The win assured that both Bachs would remain safely within the top 10 of the PRCA World Standings (Joel 8th and Allen 9th) as they continue their bid to become the first father-son pair to qualify for the Wrangler National Finals Rodeo since Brandon and Mike Beers in 2007, and just the second in 23 years.
Allen Bach has competed in a record 30 Wrangler NFRs, and Joel is looking for his first qualification.
“To be honest, there is more pressure roping with my dad than if I was partnered with somebody else,” Joel Bach said. “There’s more pressure for him, too, roping with his son. But it is also so much more rewarding doing this together than it would be with a friend.”

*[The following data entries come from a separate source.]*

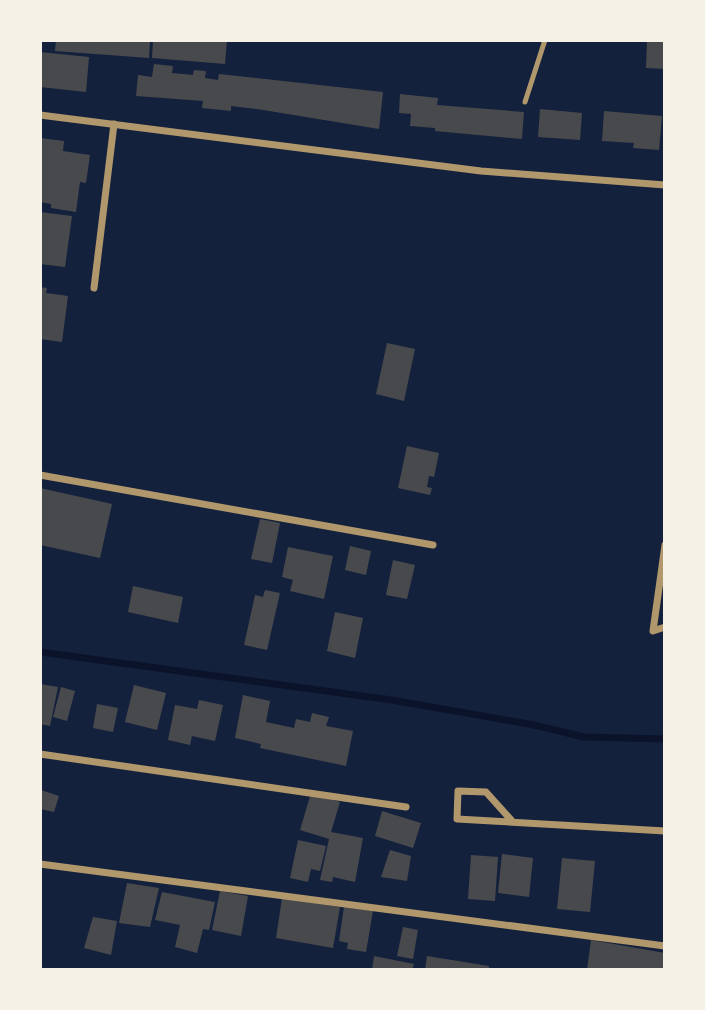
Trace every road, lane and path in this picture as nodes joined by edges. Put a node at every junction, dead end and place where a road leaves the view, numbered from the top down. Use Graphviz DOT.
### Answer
graph roads {
  1 [pos="545,40"];
  2 [pos="524,102"];
  3 [pos="40,115"];
  4 [pos="114,124"];
  5 [pos="665,185"];
  6 [pos="94,288"];
  7 [pos="40,475"];
  8 [pos="433,545"];
  9 [pos="665,545"];
  10 [pos="665,627"];
  11 [pos="40,754"];
  12 [pos="406,807"];
  13 [pos="513,822"];
  14 [pos="665,831"];
  15 [pos="40,864"];
  16 [pos="665,946"];
  1 -- 2 [label="lane"];
  3 -- 4 [label="street"];
  4 -- 5 [label="street"];
  4 -- 6 [label="street"];
  7 -- 8 [label="street"];
  9 -- 10 [label="street"];
  11 -- 12 [label="street"];
  13 -- 13 [label="street"];
  13 -- 14 [label="street"];
  15 -- 16 [label="street"];
}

Tie-down roper Monty Lewis, the 2004 world champion, did the Bachs one better. He broke arena records for a single run and the two-head average. Lewis’ time of 7.5 seconds in the first round broke Chad Finley’s year-old record of 7.7 (Shank Edwards was also 7.5 in the second round), and Lewis’ total time of 15.5 seconds was 1.6 seconds faster than the record Jon Peek set in 2007.
In winning his sixth PRCA bareback riding title of the season, Steven Peebles had an 85-point ride on Flying Diamond Rodeo’s Caribou Trail that tied the arena record set by Greg Armstrong in 1998.
• The Bachs were not the only family to prosper from a weekend rodeo getaway. Header Shane Bessette, 44, combined with his 19-year-old son, Shawn, to sweep both team roping events in their home state of Montana June 24-26 – the first wins they’ve had together in PRCA competition.
The Bessettes, of Vaughn, won the Bear Paw Round-up in Chinook with a time of 5.1 seconds which was a full second quicker than the second-place team of Delon Parker and Sid Sporer, and then went on to win the Augusta American Legion Rodeo in 5.6.
• And then there were the Cowans of Highmore, S.D.: Clay and Lacy Cowan celebrated a slightly belated one-year wedding anniversary (they were married June 17, 2010) by sweeping their events at the Beaver Valley Horse Club Rodeo in Strasburg, N.D.
Clay won the steer wrestling in 5.2 seconds, the tie-down roping in 9.3 seconds and the all-around title with earnings of $2,109, while Lacy won the barrel racing in 16.25 seconds for another $721. That comes to 12.1 percent of the total purse in a field of 202 competitors. Nice road trip.
“That’s the first time we’ve ever done that,” Lacy Cowan said, “and we’ve gone to a lot of rodeos over the last year."
• Hey, haven’t we seen this before? Chris Harris won the bareback riding at the June 22-25 West of the Pecos Rodeo in Pecos, Texas, with an 87-point ride on Carr Pro Rodeo’s Deuces Night. A year ago he won the same rodeo, on the same horse, with an 88-point ride. “I love this rodeo,” Harris told the Odessa American. “I’m confident when I come here that I’m going to get a good horse.” Maybe even the same horse.
• The Brazile Watch: A total of $3,329 in steer roping proved enough to earn Trevor Brazile the all-around title at the West of the Pecos Rodeo in Pecos, Texas, and he earned an additional $1,167 in team roping at Rodeo de Santa Fe (N.M.). He ended the weekend with season earnings of $132,006, more than $7,000 ahead of his 2010 pace when he broke the single-season money record. Brazile leads the all-around and steer roping world standings and is ninth in tie-down roping and fourth among team roping headers.